Mark Scucchi: Yes, I’ll start with we feel very good about where the 2025 book stands today. Just backing up to the philosophy, we’re running an enterprise a going concern, 30-plus years of drilling inventory. So this is about managing risk in the business prudently while not hedging away the upside in the cash flow. So to that end, the philosophy is to try to cover the fixed cost to maintain steady operations, picking up and dropping crews and things is extremely inefficient and costly. So having more stable predictability of that cash flow, we think, adds a lot of value. So with that in mind, how do you shape 2025. Well, we feel like the book was designed to do that at the prices we were able to lock in.
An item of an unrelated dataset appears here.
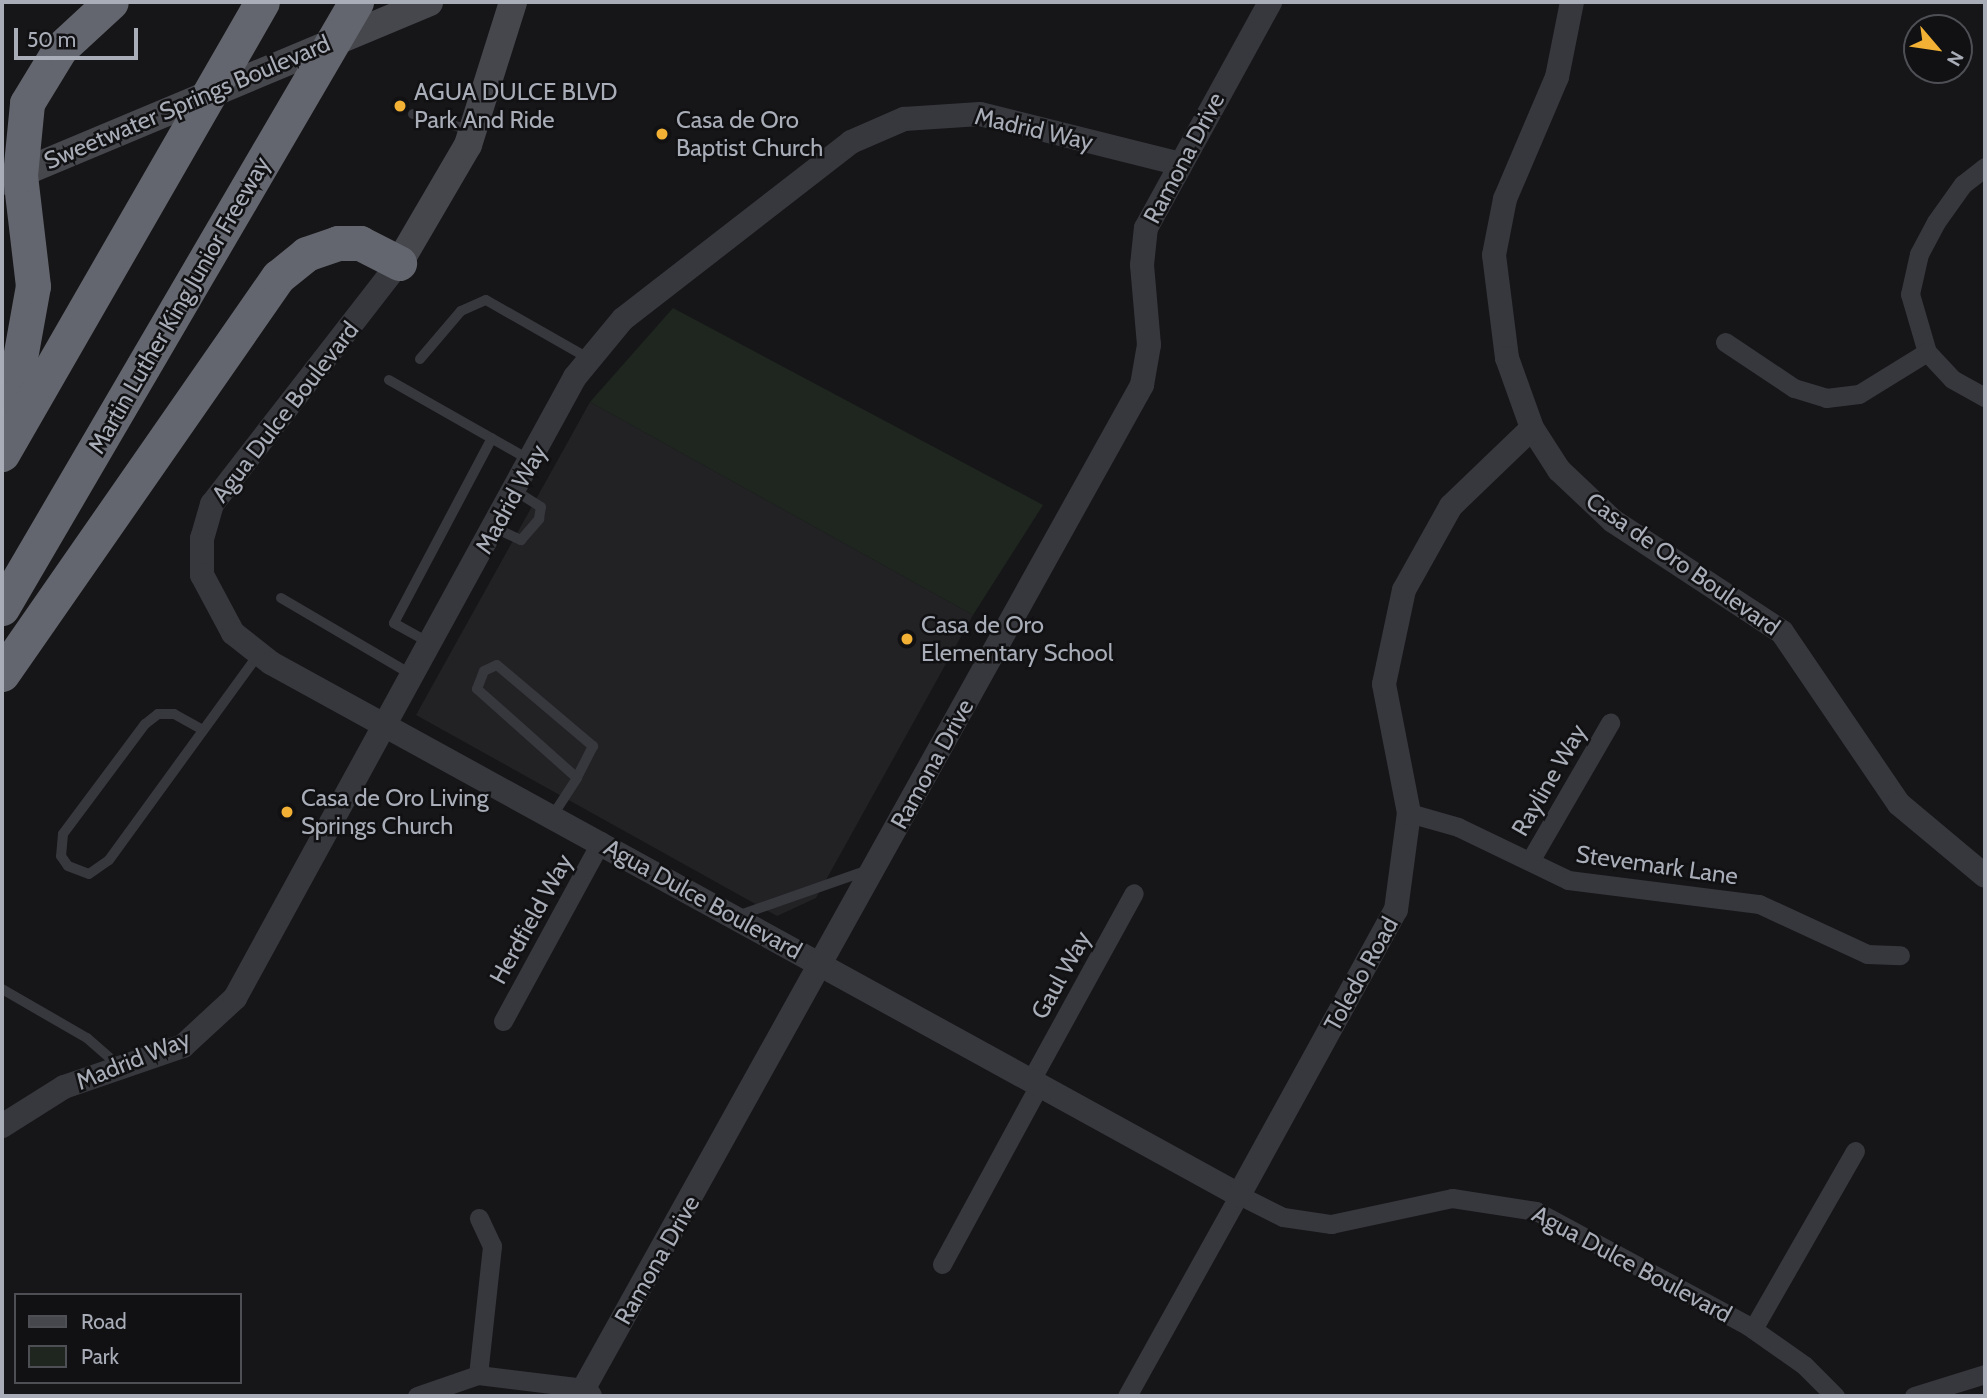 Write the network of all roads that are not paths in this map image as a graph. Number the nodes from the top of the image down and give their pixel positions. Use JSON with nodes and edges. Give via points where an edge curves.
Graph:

It’s also shaped based on the fundamentals as we see them unfolding over the next 12 and 18 months.

LNG in service is clearly a focus in the headlines. Some facilities are early and some facilities may be delayed. So as we see those opportunities becoming reality late this year and early next year, the incremental positions that were added are really front-end loaded the first half of 2025 and they’re in the form of collars, so that we can provide some downside protection while retaining positive exposure to improved gas prices in the first half of the year. So that’s really how we think about next year.

Operator: Our next question comes from Michael Scialla of Stephens.

Michael Scialla: Dennis and Mark, you both mentioned you see the improving natural gas fundamentals moving forward and your ’24 production guidance is moving to the high end of the Range. If that doesn’t play out, just curious what changed to your plans, you’re contemplating? Or do you feel like with the natural gas liquids revenues that you’re really not the company that would need to adjust your plans, be it curtailing production or delaying any more turn-in lines?

Dennis Degner: Michael, I’ll start by really maybe reiterating a bit of the approach that we communicated for this year’s program. And we’re at a very lean what we would call base level type activity level and program for ’24, which we think is kind of a base level way of thinking about the business on the go-forward there or what we’ll call it somewhat maintenance plus. So the 2 rigs flat plus the 1 base frac crew. And so it’s generating that $35 million to — $30 million to $45 million of in-process inventory this year, very similar to last year. And so to answer your question, as we start to think about 2025, we wanted to set ourselves up with flexibility and really good options. And so by setting it up that way, we have the ability to take some of that inventory and reshape our production profile for 2025.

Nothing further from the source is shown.